Could you find each line of the data below that contains the word "koʼchasi" and copy those lines?

Top of RECORDS SHOWN

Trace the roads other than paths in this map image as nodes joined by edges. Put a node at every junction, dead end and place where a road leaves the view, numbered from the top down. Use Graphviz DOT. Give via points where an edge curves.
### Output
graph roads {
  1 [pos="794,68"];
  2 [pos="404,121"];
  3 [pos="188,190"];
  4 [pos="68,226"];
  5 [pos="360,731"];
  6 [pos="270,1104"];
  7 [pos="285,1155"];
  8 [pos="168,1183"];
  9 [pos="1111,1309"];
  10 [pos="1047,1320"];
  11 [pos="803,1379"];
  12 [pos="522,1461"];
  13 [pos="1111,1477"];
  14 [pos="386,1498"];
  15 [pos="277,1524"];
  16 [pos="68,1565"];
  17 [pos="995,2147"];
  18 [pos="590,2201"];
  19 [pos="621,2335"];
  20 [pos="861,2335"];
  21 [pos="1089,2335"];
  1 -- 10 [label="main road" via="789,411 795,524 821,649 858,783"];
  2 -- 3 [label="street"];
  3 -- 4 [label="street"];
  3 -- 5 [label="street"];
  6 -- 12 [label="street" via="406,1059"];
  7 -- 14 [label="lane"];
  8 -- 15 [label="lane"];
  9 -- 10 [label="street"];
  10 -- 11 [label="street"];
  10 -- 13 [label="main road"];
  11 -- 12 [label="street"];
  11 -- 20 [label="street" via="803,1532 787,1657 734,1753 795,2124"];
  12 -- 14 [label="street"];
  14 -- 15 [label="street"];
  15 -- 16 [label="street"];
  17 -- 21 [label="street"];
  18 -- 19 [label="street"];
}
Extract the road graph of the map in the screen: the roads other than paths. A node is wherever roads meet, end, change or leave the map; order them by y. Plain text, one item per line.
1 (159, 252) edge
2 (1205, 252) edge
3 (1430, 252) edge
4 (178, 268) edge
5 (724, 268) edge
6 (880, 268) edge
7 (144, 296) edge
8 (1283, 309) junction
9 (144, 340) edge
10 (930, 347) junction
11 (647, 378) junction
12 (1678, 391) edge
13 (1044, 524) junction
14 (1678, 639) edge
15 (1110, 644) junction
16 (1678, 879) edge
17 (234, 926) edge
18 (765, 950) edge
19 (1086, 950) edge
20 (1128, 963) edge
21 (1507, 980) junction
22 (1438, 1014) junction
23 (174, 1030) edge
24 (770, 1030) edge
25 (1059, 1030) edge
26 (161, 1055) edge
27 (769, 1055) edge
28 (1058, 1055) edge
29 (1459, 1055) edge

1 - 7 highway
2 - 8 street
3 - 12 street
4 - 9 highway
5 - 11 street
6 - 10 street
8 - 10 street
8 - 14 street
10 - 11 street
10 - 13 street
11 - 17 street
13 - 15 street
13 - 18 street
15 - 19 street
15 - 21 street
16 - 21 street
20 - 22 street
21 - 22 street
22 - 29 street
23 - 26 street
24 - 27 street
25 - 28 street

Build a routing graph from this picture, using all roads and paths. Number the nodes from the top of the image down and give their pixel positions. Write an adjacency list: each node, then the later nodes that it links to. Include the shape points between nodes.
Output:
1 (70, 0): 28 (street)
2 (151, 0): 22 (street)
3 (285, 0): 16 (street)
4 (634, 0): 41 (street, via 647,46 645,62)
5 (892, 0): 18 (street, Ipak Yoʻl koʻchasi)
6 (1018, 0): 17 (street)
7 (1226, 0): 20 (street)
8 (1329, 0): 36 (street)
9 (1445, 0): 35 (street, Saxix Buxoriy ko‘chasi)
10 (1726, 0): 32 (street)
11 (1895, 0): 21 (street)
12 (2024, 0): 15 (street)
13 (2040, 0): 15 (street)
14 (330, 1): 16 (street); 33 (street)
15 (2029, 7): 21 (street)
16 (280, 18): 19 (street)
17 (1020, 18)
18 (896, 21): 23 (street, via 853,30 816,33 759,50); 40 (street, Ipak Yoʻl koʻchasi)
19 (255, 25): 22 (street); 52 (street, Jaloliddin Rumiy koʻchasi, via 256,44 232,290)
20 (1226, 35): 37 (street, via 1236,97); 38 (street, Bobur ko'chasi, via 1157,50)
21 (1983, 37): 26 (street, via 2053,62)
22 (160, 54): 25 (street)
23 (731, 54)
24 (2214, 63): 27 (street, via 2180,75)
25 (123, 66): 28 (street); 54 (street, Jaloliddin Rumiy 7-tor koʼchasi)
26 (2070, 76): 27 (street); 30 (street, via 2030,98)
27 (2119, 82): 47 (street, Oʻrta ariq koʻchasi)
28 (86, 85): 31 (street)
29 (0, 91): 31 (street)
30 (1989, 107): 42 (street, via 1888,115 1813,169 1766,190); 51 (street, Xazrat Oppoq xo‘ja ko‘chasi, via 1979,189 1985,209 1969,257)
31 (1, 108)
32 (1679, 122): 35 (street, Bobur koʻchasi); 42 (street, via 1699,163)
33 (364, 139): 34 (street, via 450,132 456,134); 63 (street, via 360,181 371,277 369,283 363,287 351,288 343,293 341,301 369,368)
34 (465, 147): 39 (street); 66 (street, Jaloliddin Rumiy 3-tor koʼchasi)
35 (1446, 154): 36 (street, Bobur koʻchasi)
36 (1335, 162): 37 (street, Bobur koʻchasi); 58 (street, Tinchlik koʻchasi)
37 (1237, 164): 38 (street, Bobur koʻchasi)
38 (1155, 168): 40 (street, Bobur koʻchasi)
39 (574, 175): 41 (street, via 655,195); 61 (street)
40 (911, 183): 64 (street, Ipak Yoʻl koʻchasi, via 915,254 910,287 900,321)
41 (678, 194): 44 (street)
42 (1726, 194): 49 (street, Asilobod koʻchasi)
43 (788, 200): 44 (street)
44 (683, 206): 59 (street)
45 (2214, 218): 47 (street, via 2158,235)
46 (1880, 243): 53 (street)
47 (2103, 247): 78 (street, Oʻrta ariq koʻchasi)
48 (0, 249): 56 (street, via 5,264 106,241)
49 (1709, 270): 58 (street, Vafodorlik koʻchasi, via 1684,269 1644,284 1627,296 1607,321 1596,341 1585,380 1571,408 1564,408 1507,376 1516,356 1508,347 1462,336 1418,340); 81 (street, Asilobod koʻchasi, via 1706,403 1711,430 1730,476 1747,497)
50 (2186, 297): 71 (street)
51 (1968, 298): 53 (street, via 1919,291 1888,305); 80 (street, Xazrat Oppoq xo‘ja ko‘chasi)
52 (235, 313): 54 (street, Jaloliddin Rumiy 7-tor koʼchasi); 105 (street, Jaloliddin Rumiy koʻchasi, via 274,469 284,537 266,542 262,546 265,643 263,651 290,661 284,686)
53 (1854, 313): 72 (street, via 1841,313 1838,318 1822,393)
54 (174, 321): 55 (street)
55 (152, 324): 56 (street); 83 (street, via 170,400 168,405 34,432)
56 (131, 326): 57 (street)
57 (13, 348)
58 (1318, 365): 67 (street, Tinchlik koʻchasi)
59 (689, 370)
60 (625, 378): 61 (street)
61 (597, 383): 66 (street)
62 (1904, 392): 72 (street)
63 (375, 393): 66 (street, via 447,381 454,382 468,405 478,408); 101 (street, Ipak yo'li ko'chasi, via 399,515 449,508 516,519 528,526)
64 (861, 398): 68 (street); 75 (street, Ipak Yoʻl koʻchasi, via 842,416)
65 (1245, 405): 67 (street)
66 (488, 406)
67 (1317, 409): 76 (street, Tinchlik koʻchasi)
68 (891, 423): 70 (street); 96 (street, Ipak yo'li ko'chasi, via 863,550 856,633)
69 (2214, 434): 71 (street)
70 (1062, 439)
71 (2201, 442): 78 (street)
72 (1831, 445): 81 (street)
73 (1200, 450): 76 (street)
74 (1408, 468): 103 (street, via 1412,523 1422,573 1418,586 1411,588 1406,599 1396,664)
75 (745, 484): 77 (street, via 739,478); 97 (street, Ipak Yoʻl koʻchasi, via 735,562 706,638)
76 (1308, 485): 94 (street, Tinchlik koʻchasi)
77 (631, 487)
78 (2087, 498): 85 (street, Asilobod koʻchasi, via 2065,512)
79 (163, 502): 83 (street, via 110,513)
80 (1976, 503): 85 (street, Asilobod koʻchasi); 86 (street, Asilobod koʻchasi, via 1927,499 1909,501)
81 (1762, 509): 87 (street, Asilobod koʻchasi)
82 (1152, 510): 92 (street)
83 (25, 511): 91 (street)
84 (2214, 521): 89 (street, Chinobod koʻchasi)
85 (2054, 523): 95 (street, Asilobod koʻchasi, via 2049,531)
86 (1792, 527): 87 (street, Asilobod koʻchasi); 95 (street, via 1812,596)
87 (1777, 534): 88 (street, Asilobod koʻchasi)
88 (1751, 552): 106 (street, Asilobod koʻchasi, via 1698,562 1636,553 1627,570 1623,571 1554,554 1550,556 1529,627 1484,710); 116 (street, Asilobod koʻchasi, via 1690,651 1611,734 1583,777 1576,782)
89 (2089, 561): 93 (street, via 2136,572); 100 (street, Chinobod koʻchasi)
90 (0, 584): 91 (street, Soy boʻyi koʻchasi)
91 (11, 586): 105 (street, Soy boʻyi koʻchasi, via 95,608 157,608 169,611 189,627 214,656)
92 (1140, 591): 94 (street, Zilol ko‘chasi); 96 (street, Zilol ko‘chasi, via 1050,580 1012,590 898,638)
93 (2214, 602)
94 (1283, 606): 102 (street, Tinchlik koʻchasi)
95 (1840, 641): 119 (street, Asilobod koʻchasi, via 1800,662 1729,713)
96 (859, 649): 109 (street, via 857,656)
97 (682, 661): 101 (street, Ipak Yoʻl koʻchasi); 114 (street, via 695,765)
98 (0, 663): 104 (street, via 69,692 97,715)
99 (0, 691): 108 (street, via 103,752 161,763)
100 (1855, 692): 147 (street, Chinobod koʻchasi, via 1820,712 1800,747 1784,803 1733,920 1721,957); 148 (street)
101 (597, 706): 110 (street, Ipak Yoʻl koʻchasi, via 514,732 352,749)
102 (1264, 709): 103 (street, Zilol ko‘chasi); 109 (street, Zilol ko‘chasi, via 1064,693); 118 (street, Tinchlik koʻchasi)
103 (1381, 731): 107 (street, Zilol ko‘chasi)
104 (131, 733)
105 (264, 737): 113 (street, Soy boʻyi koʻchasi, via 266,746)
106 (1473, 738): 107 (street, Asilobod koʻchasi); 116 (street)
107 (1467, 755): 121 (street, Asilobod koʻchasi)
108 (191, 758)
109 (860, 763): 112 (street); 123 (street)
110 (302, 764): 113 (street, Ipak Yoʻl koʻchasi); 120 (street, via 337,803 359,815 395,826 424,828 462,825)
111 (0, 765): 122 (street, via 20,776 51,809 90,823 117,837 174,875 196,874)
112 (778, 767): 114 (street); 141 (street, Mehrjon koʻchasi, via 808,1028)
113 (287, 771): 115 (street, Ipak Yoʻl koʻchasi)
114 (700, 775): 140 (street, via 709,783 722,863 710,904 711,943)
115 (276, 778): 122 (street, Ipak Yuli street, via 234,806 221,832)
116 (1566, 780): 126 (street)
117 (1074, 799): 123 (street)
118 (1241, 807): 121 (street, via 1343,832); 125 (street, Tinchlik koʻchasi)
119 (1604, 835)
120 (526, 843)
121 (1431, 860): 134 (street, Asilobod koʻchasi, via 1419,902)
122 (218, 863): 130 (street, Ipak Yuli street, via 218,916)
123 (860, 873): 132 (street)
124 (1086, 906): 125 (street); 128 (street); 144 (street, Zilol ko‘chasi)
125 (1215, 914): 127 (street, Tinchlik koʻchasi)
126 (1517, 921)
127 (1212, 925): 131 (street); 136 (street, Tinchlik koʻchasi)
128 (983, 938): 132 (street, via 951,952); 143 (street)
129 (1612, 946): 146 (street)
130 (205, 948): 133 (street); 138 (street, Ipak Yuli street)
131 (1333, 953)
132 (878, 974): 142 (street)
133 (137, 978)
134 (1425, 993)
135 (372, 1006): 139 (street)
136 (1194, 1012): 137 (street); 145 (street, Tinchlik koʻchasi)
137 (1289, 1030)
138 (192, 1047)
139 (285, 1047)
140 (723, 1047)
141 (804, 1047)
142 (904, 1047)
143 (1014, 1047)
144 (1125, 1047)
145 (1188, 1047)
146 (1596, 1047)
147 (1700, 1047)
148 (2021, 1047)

Bottom of RECORDS SHOWN

=== WRITTEN RESPONSE ===
25 (123, 66): 28 (street); 54 (street, Jaloliddin Rumiy 7-tor koʼchasi)
34 (465, 147): 39 (street); 66 (street, Jaloliddin Rumiy 3-tor koʼchasi)
52 (235, 313): 54 (street, Jaloliddin Rumiy 7-tor koʼchasi); 105 (street, Jaloliddin Rumiy koʻchasi, via 274,469 284,537 266,542 262,546 265,643 263,651 290,661 284,686)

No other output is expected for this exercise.